Ducts running through unconditioned attics or crawlspaces can create problems in all climates. Undesirable positive or negative pressurization, moisture and mold issues, and increased energy costs are often the result. In my work as an energy auditor, I’ve conducted blower door tests on many new homes that have duct work located outside the building envelope, many with poor test results.
As a matter of fact, of all the new homes I have tested that have failed code-required blower door tests, all had ducts in unconditioned attics or crawl spaces. With so many new slab-on-grade homes being built today, lots of designers and builders are trying to figure out: where is the best place to put the duct work? Before we get to that question, let’s look at some of what the 2018 International Residential Code (IRC) says about ducts outside of the building envelope.
What the IRC has to say about ducts
N1103.3 Ducts. Ducts and air handlers shall be in accordance with Sections N1103.3.1 through N1103.3.8.
N1103.3.1 Insulation (Prescriptive). Supply and return ducts in attics shall be insulated to an R-value of not less than R-8 for ducts 3 in. in diameter and larger and not less than R-6 for ducts smaller than 3 in. in diameter. Supply and return ducts in other portions of the building shall be insulated to not less than R-6 for ducts 3 inches in diameter and to not less than R4.2 for ducts smaller than 3 inches in diameter.
Exception: Ducts or portions thereof located completely inside the building thermal envelope.
N1103.2.2 Sealing (Mandatory). Ducts, air handlers, and filter boxes shall be sealed. Joints and seams shall comply with section M1601.4.1 of this code.
N1188.8.131.52 Sealed air handler. Air handlers shall have a manufacturer’s designation for an air leakage of not greater than 2% of the design air-flow rate when tested in accordance with ASHRAE 193.
N1103.3.3 Duct testing (Mandatory). Ducts shall be pressure tested to determine air leakage by one of the following methods:
1. Rough-in test: Total leakage shall be measured with a pressure differential of 0.1 inch w.g. (25 Pa) across the system, including the manufacturer’s air handler enclosure. Registers shall be taped or otherwise sealed during the test.
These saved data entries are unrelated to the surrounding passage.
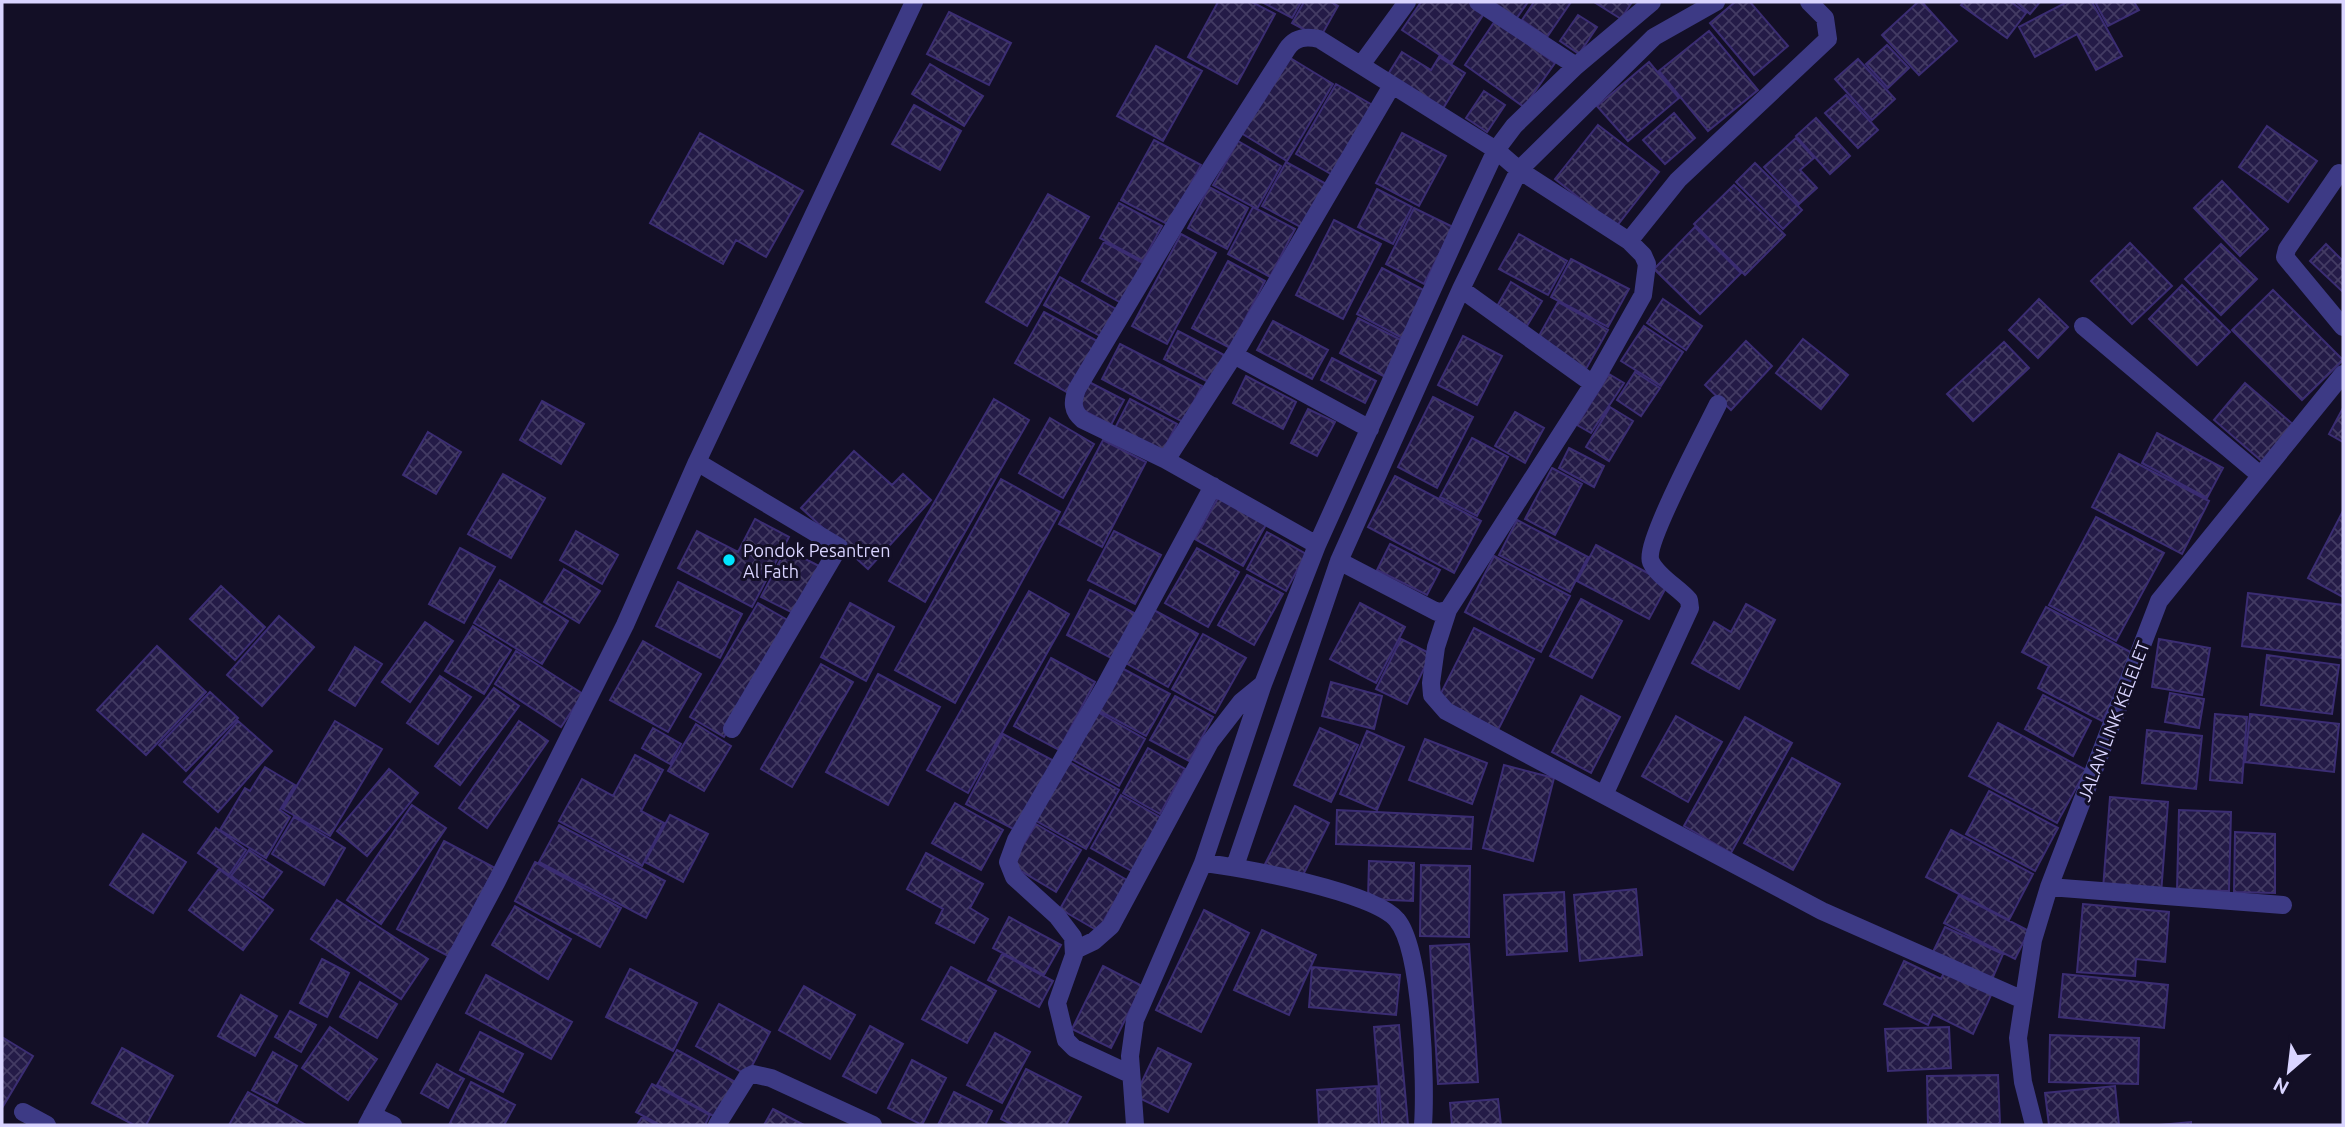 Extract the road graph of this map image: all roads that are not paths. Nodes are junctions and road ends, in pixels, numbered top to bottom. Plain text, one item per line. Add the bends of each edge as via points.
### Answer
1 (914, 2) edge
2 (1407, 2) edge
3 (1478, 2) edge
4 (1652, 2) edge
5 (1716, 2) edge
6 (1809, 2) edge
7 (1361, 65) junction
8 (1576, 65) junction
9 (1391, 87) junction
10 (1496, 150) junction
11 (1519, 170) junction
12 (2339, 173) dead end
13 (1629, 241) junction
14 (1461, 289) junction
15 (2083, 326) dead end
16 (2343, 327) edge
17 (1234, 355) junction
18 (2343, 374) edge
19 (1593, 384) junction
20 (1387, 390) junction
21 (1412, 401) junction
22 (1718, 404) dead end
23 (1370, 429) junction
24 (1166, 460) junction
25 (697, 462) junction
26 (2260, 475) junction
27 (1213, 486) junction
28 (1317, 545) junction
29 (1339, 561) junction
30 (1448, 610) junction
31 (1263, 684) junction
32 (732, 729) dead end
33 (1604, 795) junction
34 (1203, 863) junction
35 (1235, 866) junction
36 (2049, 887) junction
37 (2283, 905) dead end
38 (1075, 950) junction
39 (2021, 999) junction
40 (1130, 1074) junction
41 (23, 1112) dead end
42 (370, 1120) edge
43 (47, 1125) edge
44 (393, 1125) edge
45 (717, 1125) edge
46 (873, 1125) edge
47 (1135, 1125) edge
48 (1423, 1125) edge
49 (2034, 1125) edge

1 - 25 street
2 - 7 street
3 - 8 street
4 - 8 street
5 - 11 street via 1654,37
6 - 13 street via 1828,24 1828,39 1678,180
7 - 9 street
7 - 24 street via 1319,39 1302,37 1290,44 1077,389 1073,402 1078,416
8 - 10 street
9 - 10 street
9 - 17 street
10 - 11 street
10 - 20 street
11 - 13 street
11 - 14 street
12 - 16 street via 2285,257
13 - 19 street via 1643,255 1647,282
14 - 19 street
14 - 21 street
15 - 26 street
17 - 23 street
17 - 24 street
18 - 26 street, JALAN LINK KELELET
19 - 30 street
20 - 21 street
20 - 23 street
21 - 29 street
22 - 33 street via 1650,554 1653,565 1689,600 1690,608
23 - 28 street
24 - 27 street
25 - 32 street via 839,547
25 - 42 street via 625,625
26 - 36 street, JALAN LINK KELELET via 2159,601
27 - 28 street
27 - 38 street via 1009,856 1011,873 1057,916 1073,937
28 - 31 street
29 - 30 street via 1437,612
29 - 35 street
30 - 33 street via 1432,670 1431,690 1436,701 1446,711
31 - 34 street
31 - 38 street via 1241,702 1210,743 1111,926
33 - 39 street via 1822,911
34 - 35 street
34 - 40 street via 1135,1020
35 - 48 street via 1370,902 1399,922 1409,943 1416,989
36 - 37 street
36 - 39 street, JALAN LINK KELELET
38 - 40 street via 1057,1003 1066,1040
39 - 49 street, JALAN LINK KELELET via 2022,1082
40 - 47 street
41 - 43 street
42 - 44 street
45 - 46 street via 747,1077 756,1074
2. Postconstruction test: Total leakage shall be measured with a pressure differential of 0.1 inch w.g. (25 Pa) across the entire system, including the manufacturer’s air handler enclosure. Registers shall be taped or otherwise sealed during the test.
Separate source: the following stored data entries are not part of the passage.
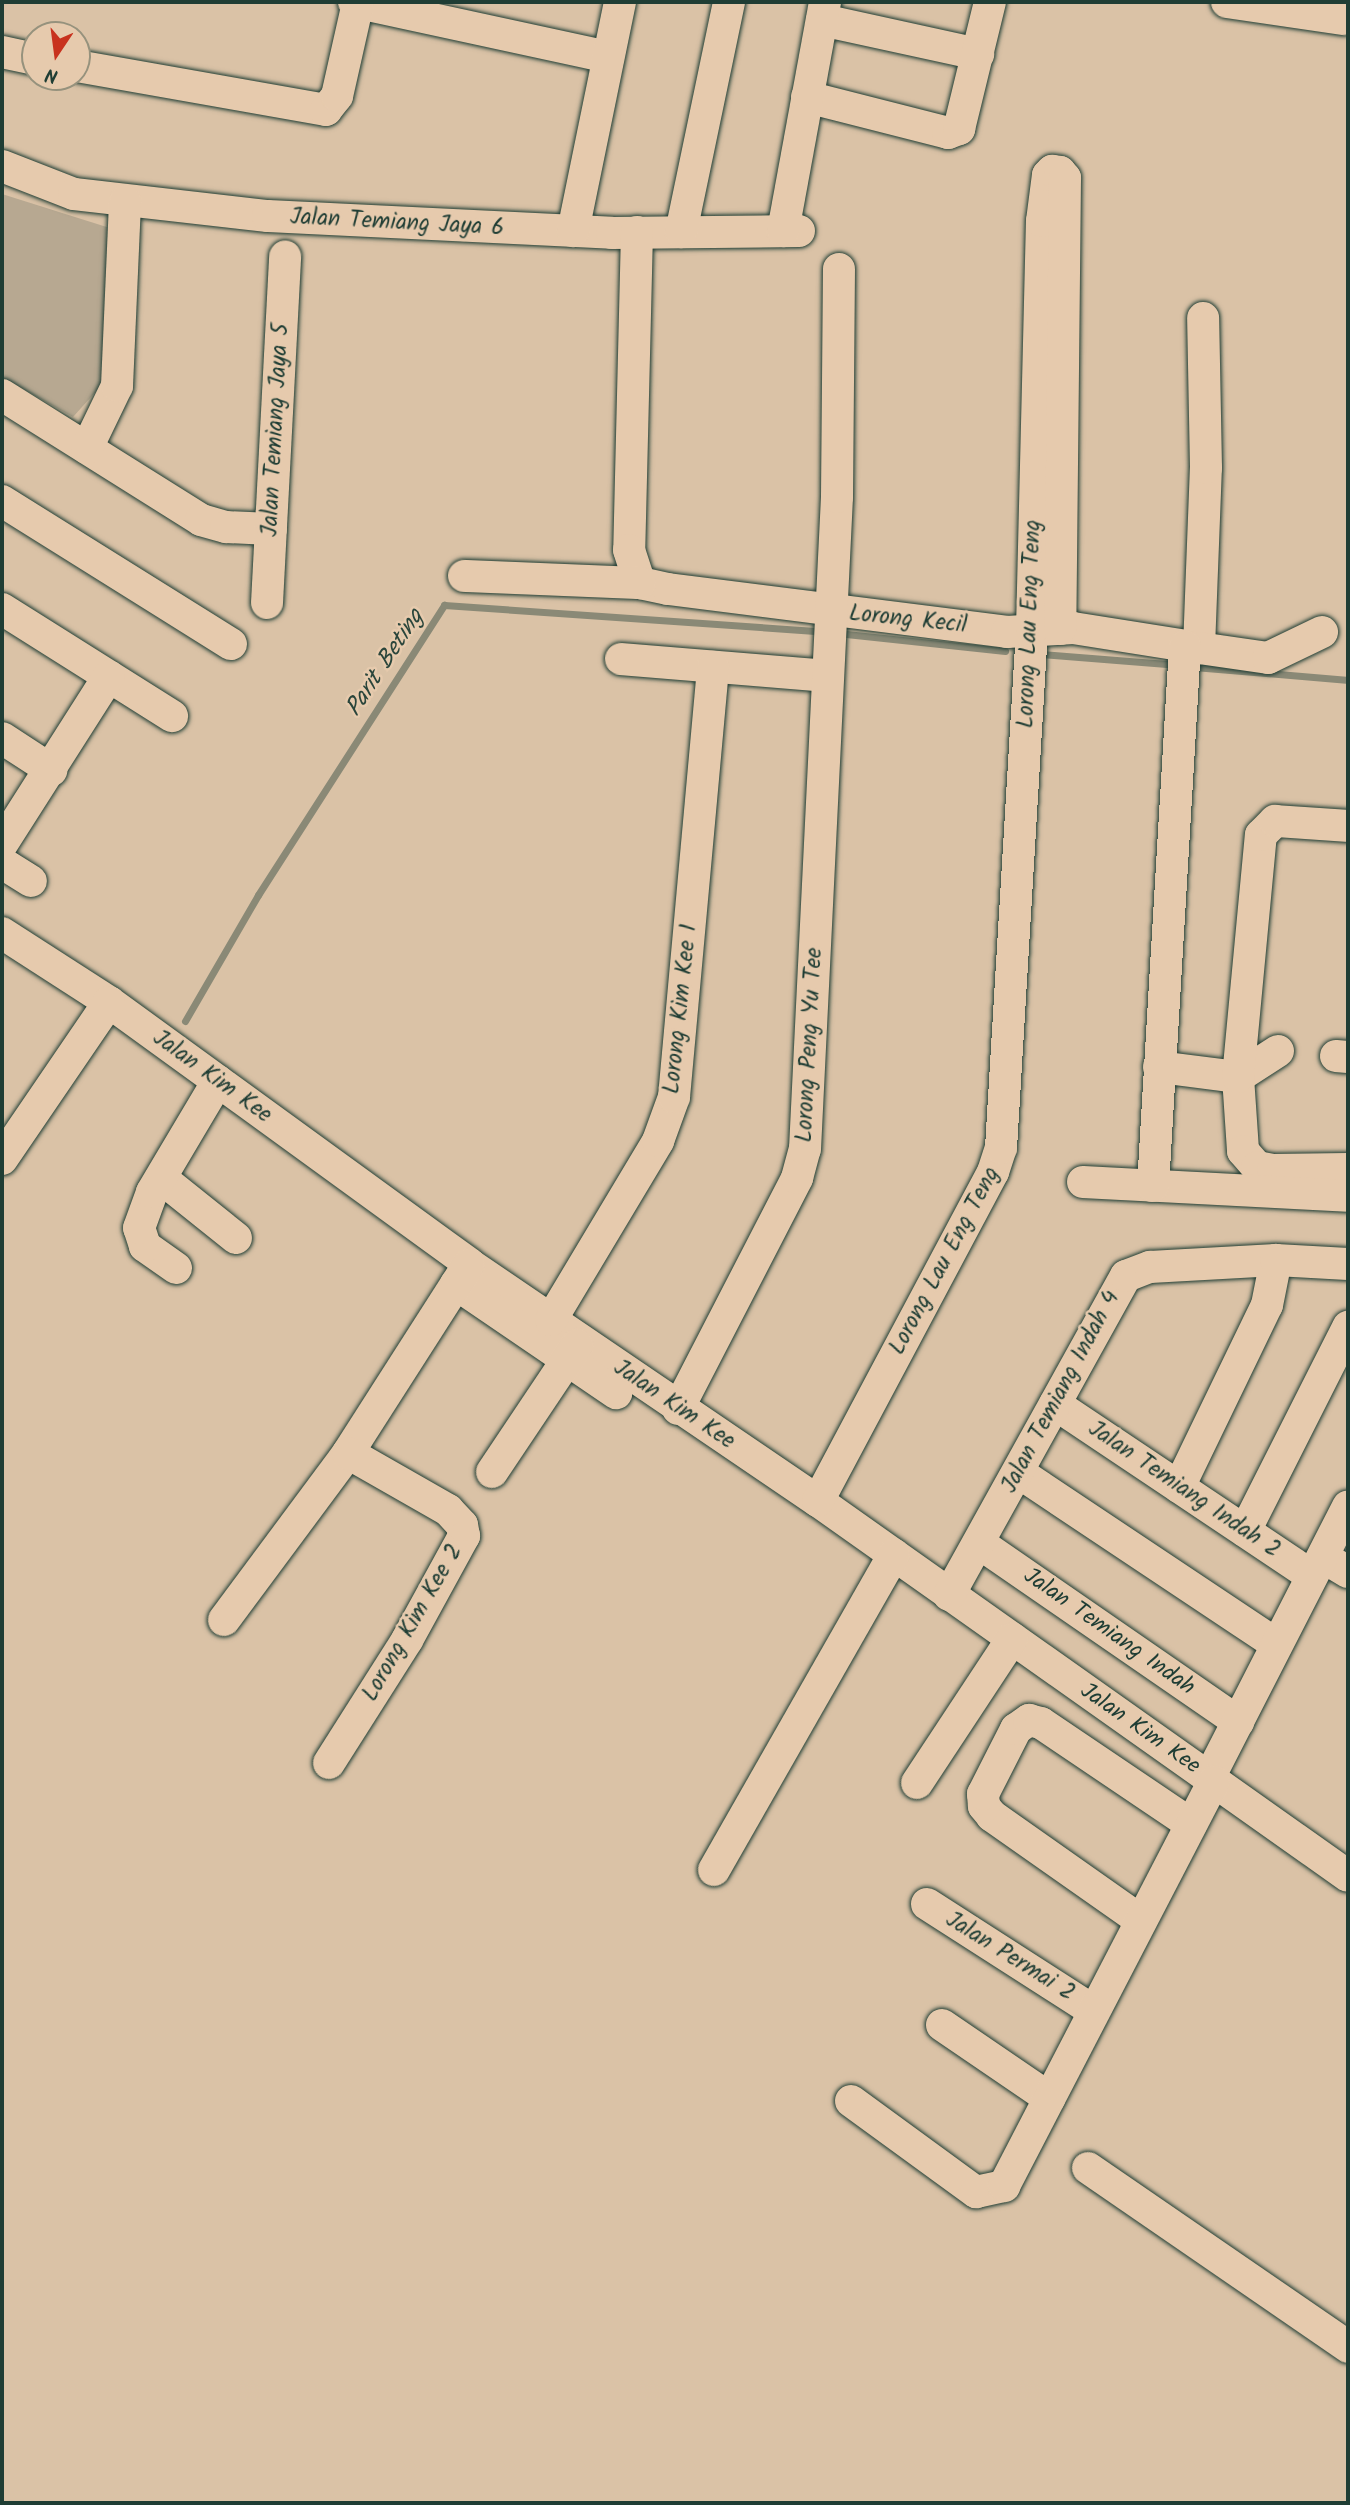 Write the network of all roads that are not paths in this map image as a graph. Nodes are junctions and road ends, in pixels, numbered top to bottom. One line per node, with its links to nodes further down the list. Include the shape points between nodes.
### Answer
1 (356, 2): 12 (street); 13 (street, via 337,96 326,110)
2 (620, 2): 12 (street)
3 (729, 2): 19 (street)
4 (990, 2): 10 (street)
5 (1227, 2): 6 (street)
6 (1263, 4): 8 (street)
7 (824, 11): 10 (street); 14 (street)
8 (1344, 19)
9 (2, 52): 11 (street)
10 (978, 54): 14 (street, via 963,121 959,129 948,133)
11 (21, 55)
12 (608, 57): 17 (street)
13 (91, 68)
14 (807, 97): 19 (street, Jalan Temiang Jaya 6, via 791,231)
15 (2, 166): 16 (street, Jalan Temiang Jaya 6, via 74,194)
16 (125, 201): 17 (street, Jalan Temiang Jaya 6, via 289,218); 24 (street, via 117,386)
17 (573, 231): 18 (street, Jalan Temiang Jaya 6)
18 (637, 232): 19 (street, Jalan Temiang Jaya 6); 28 (street, via 629,550)
19 (681, 232)
20 (285, 256): 26 (street, Jalan Temiang Jaya 5)
21 (839, 269): 33 (street, Lorong Peng Yu Tee, via 837,497)
22 (1203, 318): 37 (street, via 1206,468)
23 (2, 395): 24 (street)
24 (88, 448): 26 (street, via 201,520 226,527)
25 (2, 501): 35 (street)
26 (271, 529): 29 (street, Jalan Temiang Jaya 5)
27 (464, 576): 28 (street, Lorong Kecil)
28 (640, 583): 33 (street, Lorong Kecil)
29 (267, 603)
30 (2, 609): 39 (street)
31 (1287, 631): 32 (street)
32 (1335, 633): 37 (street, Lorong Kecil, via 1268,658)
33 (829, 642): 34 (street, Lorong Kecil, via 1007,632); 38 (street); 69 (street, Lorong Peng Yu Tee, via 805,1150 797,1178)
34 (1038, 642): 34 (street, Lorong Lau Eng Teng, via 1042,221 1052,171 1065,178); 37 (street, Lorong Kecil); 74 (street, Lorong Lau Eng Teng, via 1001,1147 993,1172)
35 (231, 644)
36 (621, 659): 38 (street)
37 (1187, 659): 50 (street)
38 (713, 667): 64 (street, Lorong Kim Kee 1, via 674,1097 658,1141)
39 (109, 676): 40 (street); 42 (street)
40 (172, 716)
41 (2, 738): 42 (street)
42 (51, 770): 44 (street)
43 (1348, 826): 51 (street, via 1275,821 1261,835)
44 (2, 844)
45 (2, 863): 46 (street)
46 (31, 881)
47 (2, 933): 48 (street, Jalan Kim Kee)
48 (109, 1002): 52 (street, Jalan Kim Kee); 53 (street)
49 (1278, 1051): 51 (street)
50 (1158, 1067): 51 (street); 57 (street)
51 (1238, 1077): 54 (street, via 1243,1151 1257,1167)
52 (218, 1081): 55 (street); 63 (street, Jalan Kim Kee)
53 (2, 1159)
54 (1348, 1169)
55 (161, 1178): 59 (street); 62 (street, via 139,1228 145,1246)
56 (1083, 1182): 57 (street)
57 (1153, 1185): 58 (street)
58 (1348, 1196)
59 (236, 1238)
60 (1276, 1260): 61 (street, Jalan Temiang Indah 4); 68 (street, Jalan Temiang Indah 4, via 1150,1267 1126,1276); 73 (street, via 1267,1304)
61 (1348, 1265)
62 (176, 1268)
63 (463, 1274): 64 (street, Jalan Kim Kee); 66 (street); 70 (street)
64 (551, 1320): 66 (street, Jalan Kim Kee)
65 (1348, 1328): 76 (street)
66 (573, 1351): 67 (street); 69 (street, Jalan Kim Kee); 71 (street)
67 (616, 1393)
68 (1055, 1404): 72 (street, Jalan Temiang Indah 4); 73 (street, Jalan Temiang Indah 2)
69 (678, 1409): 74 (street, Jalan Kim Kee)
70 (348, 1453): 81 (street); 85 (street, Lorong Kim Kee 2, via 448,1510 462,1525 464,1536 407,1640)
71 (492, 1472)
72 (1018, 1472): 77 (street, Jalan Temiang Indah 4); 83 (street)
73 (1179, 1487): 76 (street, Jalan Temiang Indah 2)
74 (818, 1501): 78 (street, Jalan Kim Kee)
75 (1348, 1506): 79 (street)
76 (1245, 1531): 79 (street, Jalan Temiang Indah 2)
77 (979, 1543): 80 (street, Jalan Temiang Indah 4); 84 (street, Jalan Temiang Indah)
78 (894, 1555): 80 (street, Jalan Kim Kee); 89 (street)
79 (1328, 1568): 83 (street)
80 (949, 1595): 82 (street, Jalan Kim Kee)
81 (224, 1620)
82 (1012, 1639): 86 (street, Jalan Kim Kee); 87 (street)
83 (1277, 1645): 84 (street)
84 (1238, 1722): 86 (street)
85 (329, 1763)
86 (1211, 1780): 88 (street); 90 (street, Jalan Kim Kee)
87 (917, 1783)
88 (1191, 1824): 92 (street); 92 (street, via 1041,1723 1029,1720 1016,1729 984,1794 984,1806)
89 (714, 1870)
90 (1348, 1876)
91 (927, 1905): 93 (street, Jalan Permai 2)
92 (1140, 1920): 93 (street)
93 (1092, 2010): 95 (street)
94 (942, 2025): 95 (street)
95 (1049, 2098): 96 (street, via 1004,2186 987,2193 976,2192)
96 (850, 2101)
97 (1088, 2168): 98 (street)
98 (1348, 2347)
1. A duct air leakage test shall not be required where the ducts and air handlers are located entirely within the building thermal envelope.
2. A duct air leakage test shall not be required for ducts serving heat or energy recovery ventilation that are not integrated with ducts serving heating or cooling systems.
A written report of the result of the test shall be signed by the party conducting the test and provided to the building official.
N1103.3.4 Duct leakage (Prescriptive). The total leakage of the ducts, where measured in accordance with Section R403.3.3, shall be as follows:
1. Rough in test: The total leakage shall be less than or equal to 4 cubic feet per minute (113.3 L/min) per 100 square feet (9.29 m2) of conditioned floor area where the air handler is installed at the time of the test. Where the air handler is not installed at the time of the test, the total leakage shall be less than or equal to 3 cubic feet per minute (85 L/min) per 100 square feet (9.29 m2) of conditioned floor area.
2. Post construction test: Total leakage shall be less than or equal to 4 cubic feet per minute (113.3/L/min) per 100 square feet (9.29 m2) of conditioned floor area.
Interpretation and opinion on the code requirements
So, according to the IRC, any duct work that leaves the conditioned space of the home needs to be insulated and air sealed and the duct work must be tested to assure there is very little air leakage. Ducts can be installed correctly, but it seems that only happens in areas where inspections are required and duct blaster testing happens. It’s the wild west outside of code enforcement areas.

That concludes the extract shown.